Work to complete -
Repeat word for word every line of the data below, from the first through the line containing "Detect the street", and stop there.

____ Records for processing

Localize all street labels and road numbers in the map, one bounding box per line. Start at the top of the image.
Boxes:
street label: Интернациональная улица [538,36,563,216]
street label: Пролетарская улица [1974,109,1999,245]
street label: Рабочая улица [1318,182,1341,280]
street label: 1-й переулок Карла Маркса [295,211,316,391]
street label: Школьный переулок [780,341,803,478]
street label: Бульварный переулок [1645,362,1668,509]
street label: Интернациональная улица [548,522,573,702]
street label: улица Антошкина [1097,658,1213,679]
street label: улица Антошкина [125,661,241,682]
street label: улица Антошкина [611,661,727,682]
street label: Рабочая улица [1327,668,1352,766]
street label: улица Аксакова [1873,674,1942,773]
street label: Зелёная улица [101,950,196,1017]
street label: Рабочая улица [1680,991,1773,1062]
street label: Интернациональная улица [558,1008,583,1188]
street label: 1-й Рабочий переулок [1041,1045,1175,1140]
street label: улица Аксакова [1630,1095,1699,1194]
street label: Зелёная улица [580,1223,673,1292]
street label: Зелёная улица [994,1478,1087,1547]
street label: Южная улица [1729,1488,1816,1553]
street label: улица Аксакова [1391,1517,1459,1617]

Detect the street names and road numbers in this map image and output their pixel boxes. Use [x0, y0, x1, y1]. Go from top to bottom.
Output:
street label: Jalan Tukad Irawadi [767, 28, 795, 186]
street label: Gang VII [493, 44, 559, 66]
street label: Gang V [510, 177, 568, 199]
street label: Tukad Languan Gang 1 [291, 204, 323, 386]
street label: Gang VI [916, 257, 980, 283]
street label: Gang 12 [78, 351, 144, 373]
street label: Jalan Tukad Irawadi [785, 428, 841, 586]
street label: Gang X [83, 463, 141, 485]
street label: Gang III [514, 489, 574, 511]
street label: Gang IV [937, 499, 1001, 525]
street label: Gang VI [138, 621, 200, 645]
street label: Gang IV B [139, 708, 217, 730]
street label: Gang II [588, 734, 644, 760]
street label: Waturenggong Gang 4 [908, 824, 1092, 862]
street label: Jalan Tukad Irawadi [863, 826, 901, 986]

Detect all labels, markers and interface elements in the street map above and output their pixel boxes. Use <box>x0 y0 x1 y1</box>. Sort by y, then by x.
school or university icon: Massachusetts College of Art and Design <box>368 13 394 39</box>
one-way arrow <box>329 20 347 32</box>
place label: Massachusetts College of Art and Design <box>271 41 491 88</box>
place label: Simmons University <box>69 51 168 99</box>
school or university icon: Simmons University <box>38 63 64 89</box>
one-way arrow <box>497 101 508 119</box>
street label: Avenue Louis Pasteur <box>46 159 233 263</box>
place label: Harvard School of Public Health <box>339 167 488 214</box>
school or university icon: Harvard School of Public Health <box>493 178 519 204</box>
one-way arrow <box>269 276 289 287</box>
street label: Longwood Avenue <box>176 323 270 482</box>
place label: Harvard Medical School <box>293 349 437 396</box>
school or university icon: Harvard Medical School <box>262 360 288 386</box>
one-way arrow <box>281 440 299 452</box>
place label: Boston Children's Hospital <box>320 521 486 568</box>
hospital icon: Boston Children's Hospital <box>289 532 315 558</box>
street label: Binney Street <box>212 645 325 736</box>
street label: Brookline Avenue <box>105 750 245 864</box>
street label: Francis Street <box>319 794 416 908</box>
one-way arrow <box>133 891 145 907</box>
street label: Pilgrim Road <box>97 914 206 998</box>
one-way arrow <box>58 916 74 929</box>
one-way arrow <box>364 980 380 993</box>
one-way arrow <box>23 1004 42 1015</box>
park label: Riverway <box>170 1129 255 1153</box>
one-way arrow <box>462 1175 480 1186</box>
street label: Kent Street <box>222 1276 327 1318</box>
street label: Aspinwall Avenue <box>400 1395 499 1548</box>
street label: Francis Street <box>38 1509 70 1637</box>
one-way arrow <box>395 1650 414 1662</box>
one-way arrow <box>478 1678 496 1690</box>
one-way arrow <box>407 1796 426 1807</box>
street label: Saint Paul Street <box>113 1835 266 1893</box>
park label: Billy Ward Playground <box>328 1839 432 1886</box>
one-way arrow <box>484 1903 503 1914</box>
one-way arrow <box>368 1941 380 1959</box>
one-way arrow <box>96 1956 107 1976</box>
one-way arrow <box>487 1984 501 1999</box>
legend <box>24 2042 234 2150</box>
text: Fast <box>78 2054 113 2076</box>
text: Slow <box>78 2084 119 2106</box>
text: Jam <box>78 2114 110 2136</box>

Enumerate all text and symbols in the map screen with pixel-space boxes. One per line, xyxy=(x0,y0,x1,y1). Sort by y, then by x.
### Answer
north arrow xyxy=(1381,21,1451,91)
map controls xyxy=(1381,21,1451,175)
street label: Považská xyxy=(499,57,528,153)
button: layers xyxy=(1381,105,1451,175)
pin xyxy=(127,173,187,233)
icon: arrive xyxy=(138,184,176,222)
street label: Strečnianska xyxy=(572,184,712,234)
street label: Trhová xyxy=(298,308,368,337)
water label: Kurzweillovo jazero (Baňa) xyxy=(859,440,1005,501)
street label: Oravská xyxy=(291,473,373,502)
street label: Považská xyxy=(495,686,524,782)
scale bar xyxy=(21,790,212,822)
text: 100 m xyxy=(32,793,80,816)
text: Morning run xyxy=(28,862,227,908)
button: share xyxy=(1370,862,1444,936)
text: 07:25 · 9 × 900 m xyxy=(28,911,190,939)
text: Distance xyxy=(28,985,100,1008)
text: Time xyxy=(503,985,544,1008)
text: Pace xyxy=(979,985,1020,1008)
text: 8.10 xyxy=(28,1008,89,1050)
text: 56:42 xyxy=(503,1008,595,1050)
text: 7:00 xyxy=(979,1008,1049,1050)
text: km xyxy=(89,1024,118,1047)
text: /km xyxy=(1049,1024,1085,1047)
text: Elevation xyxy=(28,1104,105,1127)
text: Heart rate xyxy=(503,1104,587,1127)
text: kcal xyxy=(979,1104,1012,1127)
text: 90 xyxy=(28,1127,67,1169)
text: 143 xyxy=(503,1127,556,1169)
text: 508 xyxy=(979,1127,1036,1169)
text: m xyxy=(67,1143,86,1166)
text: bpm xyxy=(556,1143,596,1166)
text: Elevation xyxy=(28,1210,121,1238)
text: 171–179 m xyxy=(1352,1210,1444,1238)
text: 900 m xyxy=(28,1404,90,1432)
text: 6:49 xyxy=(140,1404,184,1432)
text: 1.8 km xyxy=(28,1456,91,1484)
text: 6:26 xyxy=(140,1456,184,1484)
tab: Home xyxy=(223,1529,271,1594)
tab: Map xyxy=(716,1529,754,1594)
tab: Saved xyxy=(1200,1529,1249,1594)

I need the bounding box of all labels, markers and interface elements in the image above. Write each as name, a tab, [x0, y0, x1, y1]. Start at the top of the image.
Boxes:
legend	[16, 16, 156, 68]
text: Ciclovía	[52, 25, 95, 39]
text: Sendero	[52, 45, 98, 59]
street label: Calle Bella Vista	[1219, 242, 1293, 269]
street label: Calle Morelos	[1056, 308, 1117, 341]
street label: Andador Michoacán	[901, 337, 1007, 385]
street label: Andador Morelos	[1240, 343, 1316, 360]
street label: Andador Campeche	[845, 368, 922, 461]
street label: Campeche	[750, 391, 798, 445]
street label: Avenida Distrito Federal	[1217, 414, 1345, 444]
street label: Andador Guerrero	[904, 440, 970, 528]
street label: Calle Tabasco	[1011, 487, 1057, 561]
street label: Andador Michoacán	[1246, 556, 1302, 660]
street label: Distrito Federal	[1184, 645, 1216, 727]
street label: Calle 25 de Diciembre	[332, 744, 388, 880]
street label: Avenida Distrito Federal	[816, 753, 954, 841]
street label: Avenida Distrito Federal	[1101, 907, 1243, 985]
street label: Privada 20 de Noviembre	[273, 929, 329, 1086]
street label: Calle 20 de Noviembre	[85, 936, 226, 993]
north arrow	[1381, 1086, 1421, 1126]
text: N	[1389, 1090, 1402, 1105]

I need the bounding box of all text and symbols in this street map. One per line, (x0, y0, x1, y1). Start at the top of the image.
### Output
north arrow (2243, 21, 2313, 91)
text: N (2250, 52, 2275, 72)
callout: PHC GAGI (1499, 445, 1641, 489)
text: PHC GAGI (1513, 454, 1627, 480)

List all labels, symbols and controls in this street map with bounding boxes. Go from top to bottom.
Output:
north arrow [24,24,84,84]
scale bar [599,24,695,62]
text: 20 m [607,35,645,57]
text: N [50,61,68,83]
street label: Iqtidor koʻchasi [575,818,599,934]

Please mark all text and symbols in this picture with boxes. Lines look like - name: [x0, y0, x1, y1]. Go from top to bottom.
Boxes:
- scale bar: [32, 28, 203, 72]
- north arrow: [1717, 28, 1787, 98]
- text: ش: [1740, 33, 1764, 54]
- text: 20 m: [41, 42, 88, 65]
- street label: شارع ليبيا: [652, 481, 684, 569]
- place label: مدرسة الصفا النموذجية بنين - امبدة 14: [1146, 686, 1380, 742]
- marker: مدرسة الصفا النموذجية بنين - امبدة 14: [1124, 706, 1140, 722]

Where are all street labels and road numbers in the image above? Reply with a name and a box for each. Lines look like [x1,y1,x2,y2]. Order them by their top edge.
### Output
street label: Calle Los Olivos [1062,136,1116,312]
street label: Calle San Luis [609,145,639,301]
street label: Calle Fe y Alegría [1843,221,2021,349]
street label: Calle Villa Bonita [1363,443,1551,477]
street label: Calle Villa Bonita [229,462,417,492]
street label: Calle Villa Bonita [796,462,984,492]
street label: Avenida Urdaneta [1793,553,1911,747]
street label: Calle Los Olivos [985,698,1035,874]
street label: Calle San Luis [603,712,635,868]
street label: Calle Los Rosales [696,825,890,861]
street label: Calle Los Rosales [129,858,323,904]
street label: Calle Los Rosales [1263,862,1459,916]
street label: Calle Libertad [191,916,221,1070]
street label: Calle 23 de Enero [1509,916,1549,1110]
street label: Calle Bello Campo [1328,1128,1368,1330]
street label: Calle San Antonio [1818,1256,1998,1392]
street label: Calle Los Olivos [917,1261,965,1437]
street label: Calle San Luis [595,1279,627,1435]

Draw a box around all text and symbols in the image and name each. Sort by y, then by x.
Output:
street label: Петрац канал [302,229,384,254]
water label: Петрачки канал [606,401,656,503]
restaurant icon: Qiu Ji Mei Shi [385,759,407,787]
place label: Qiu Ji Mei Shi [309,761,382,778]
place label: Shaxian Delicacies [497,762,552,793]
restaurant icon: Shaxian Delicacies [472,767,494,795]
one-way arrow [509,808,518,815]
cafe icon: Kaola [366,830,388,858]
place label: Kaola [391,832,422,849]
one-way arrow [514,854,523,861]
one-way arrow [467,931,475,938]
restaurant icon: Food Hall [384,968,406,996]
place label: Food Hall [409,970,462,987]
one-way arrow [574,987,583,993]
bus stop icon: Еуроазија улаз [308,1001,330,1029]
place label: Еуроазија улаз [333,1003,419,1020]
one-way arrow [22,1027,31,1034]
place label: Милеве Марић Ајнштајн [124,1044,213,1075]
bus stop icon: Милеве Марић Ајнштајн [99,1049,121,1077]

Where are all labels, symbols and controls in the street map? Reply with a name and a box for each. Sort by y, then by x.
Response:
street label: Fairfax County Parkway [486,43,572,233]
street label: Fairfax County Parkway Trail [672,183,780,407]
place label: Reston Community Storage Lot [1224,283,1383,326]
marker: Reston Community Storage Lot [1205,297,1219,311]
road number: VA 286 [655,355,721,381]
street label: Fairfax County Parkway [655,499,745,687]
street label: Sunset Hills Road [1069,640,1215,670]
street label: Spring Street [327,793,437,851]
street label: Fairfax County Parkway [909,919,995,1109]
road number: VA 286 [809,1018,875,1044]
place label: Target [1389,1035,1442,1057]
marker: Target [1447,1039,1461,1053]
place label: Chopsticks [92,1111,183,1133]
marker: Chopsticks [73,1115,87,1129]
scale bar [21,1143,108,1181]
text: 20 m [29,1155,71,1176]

________

Written response -
Localize all street labels and road numbers in the map, one bounding box per line. Start at the top of the image.
Boxes:
street label: Интернациональная улица [538,36,563,216]
street label: Пролетарская улица [1974,109,1999,245]
street label: Рабочая улица [1318,182,1341,280]
street label: 1-й переулок Карла Маркса [295,211,316,391]
street label: Школьный переулок [780,341,803,478]
street label: Бульварный переулок [1645,362,1668,509]
street label: Интернациональная улица [548,522,573,702]
street label: улица Антошкина [1097,658,1213,679]
street label: улица Антошкина [125,661,241,682]
street label: улица Антошкина [611,661,727,682]
street label: Рабочая улица [1327,668,1352,766]
street label: улица Аксакова [1873,674,1942,773]
street label: Зелёная улица [101,950,196,1017]
street label: Рабочая улица [1680,991,1773,1062]
street label: Интернациональная улица [558,1008,583,1188]
street label: 1-й Рабочий переулок [1041,1045,1175,1140]
street label: улица Аксакова [1630,1095,1699,1194]
street label: Зелёная улица [580,1223,673,1292]
street label: Зелёная улица [994,1478,1087,1547]
street label: Южная улица [1729,1488,1816,1553]
street label: улица Аксакова [1391,1517,1459,1617]

Detect the street names and road numbers in this map image and output their pixel boxes. Use [x0, y0, x1, y1]. Go from top to bottom.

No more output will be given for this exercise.